Miami also has its vested interests famous for lobbying hard and getting their way. In 2014 England soccer star David Beckham’s dream of building a futuristic waterfront stadium for his new franchise was dashed by a coalition funded by the cruise line Royal Caribbean, which claimed the stadium threatened port operations.

And while Miami is now the second most entrepreneurial city in the USA, with the highest startup density at 247.6 startups per 100,000 people, investment is weak. Greater Miami attracted just $713 million in venture capital in 2014. The state is in the bottom third in tech industry concentration and ranked 24th in the nation for wages.

And at the same time as Miami’s luxury real-estate sector faces possible contraction with the advent of federal law enforcement scrutiny, the gravity of another, more existential threat is dawning on the Magic City.

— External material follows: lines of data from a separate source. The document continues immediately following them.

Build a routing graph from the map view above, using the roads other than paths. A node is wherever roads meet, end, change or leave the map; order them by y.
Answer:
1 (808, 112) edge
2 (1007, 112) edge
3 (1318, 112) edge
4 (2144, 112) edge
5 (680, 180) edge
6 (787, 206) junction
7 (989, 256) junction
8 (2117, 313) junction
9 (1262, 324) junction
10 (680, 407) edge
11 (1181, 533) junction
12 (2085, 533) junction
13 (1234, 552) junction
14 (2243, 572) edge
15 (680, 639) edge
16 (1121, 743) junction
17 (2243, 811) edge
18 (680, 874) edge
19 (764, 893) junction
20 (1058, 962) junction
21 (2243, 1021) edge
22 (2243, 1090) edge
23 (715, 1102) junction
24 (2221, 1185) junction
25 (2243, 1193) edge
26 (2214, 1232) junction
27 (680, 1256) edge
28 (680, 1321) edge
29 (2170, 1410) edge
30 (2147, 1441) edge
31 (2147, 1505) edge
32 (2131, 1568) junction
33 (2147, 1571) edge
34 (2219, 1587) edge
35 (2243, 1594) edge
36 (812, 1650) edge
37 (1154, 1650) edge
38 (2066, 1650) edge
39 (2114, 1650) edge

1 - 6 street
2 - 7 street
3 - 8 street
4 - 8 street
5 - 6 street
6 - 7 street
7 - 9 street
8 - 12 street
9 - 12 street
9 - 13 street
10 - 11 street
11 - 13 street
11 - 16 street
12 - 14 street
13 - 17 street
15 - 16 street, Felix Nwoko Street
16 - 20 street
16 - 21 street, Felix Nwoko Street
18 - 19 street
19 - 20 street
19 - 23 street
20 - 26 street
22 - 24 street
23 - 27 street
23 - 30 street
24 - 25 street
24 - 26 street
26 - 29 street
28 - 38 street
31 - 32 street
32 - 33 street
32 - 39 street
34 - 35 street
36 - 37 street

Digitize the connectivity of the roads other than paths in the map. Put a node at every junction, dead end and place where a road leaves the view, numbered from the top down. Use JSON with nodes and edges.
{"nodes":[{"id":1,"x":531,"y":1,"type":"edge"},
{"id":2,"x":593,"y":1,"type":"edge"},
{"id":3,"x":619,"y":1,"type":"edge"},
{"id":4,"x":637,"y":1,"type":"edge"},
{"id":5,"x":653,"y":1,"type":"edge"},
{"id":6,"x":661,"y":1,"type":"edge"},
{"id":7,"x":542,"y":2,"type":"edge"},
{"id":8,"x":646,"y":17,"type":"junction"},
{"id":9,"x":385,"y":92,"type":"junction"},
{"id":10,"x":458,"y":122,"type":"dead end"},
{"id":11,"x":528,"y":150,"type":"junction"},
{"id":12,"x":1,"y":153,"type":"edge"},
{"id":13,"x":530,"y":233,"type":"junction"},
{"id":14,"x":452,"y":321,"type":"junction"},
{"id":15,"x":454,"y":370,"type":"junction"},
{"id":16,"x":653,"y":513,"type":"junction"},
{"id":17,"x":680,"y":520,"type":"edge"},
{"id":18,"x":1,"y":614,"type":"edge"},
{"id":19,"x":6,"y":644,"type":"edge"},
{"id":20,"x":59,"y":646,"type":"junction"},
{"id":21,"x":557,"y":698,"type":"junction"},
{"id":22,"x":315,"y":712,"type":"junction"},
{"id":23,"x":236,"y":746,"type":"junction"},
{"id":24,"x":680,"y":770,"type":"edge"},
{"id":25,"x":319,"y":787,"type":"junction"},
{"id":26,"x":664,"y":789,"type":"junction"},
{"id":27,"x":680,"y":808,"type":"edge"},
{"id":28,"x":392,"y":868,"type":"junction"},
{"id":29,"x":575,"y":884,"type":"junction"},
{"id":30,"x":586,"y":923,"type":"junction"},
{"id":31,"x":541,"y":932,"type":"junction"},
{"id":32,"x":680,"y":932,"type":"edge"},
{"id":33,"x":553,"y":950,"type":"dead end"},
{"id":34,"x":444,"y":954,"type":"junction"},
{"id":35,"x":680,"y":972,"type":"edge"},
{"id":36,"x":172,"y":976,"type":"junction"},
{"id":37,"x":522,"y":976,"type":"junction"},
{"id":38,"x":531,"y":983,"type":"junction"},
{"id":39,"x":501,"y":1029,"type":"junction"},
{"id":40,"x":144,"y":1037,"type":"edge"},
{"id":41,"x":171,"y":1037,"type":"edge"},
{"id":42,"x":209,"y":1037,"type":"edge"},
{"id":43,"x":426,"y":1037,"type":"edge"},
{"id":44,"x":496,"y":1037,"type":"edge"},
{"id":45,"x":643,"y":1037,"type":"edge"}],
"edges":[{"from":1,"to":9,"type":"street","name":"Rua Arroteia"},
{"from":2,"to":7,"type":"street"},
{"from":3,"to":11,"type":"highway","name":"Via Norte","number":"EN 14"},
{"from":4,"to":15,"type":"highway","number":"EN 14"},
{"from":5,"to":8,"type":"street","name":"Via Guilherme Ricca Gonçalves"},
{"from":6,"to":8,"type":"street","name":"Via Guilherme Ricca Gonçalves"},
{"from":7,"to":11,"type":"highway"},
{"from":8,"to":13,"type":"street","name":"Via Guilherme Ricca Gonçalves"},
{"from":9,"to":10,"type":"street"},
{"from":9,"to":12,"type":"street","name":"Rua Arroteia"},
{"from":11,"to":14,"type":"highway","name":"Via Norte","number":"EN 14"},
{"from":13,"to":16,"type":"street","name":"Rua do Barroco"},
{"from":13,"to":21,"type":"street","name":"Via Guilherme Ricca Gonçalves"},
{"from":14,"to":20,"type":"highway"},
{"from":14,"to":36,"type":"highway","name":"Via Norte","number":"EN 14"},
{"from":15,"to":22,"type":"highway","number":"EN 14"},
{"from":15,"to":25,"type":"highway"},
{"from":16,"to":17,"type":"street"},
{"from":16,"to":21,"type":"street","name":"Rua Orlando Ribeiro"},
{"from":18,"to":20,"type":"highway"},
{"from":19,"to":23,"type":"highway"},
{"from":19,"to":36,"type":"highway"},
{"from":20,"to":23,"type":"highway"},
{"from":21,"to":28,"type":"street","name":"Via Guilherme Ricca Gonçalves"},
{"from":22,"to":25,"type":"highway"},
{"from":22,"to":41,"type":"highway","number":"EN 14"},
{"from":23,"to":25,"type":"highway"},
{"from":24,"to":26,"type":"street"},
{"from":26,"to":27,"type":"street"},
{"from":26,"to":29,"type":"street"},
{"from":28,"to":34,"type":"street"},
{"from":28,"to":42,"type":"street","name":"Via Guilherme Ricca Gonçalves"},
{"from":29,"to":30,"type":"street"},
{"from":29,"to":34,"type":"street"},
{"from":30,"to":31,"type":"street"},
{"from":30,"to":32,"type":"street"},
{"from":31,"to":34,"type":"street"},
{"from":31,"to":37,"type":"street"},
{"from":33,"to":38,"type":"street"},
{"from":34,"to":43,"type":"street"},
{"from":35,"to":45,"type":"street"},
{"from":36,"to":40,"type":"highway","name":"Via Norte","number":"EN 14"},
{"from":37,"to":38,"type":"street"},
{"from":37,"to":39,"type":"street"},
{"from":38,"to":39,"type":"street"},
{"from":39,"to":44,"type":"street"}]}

Sandwiched between the ocean and the Everglades, Miami’s real estate and its fresh water supply are among the most environmentally vulnerable in the world. Although an offshore reef provides partial protection from storm surge, porous limestone bedrock makes the city more vulnerable to sea level rise coming up from below, flooding its streets and contaminating its fresh water aquifer.

Low-lying Miami Beach in recent years has gotten a nasty annual taste of what is to come in future decades from the so-called king tides in October. The flood-prone city has set aside between $300m and $400m to install up to 50 pumps to keep seawater at bay and to raise the levels of roads – while admitting that this is solely a short-term solution amid predictions the sea level will rise several feet by the end of the century.

According to a Newsweek cover story last week, experts estimate $69 billion in South Florida real estate could be flooded by 2030. Miami is calculated as ranking second in terms of assets vulnerable to rising seas. For several years, its daily high-water mark has risen by almost an inch a year, nearly 10 times the global average.

If “the new Miami” can come to terms with and mitigate the potentially catastrophic environmental risk, and can avoid becoming “the new Atlantis,” Miami may indeed realise its potential to continue its metamorphosis into a remarkable, worldclass city.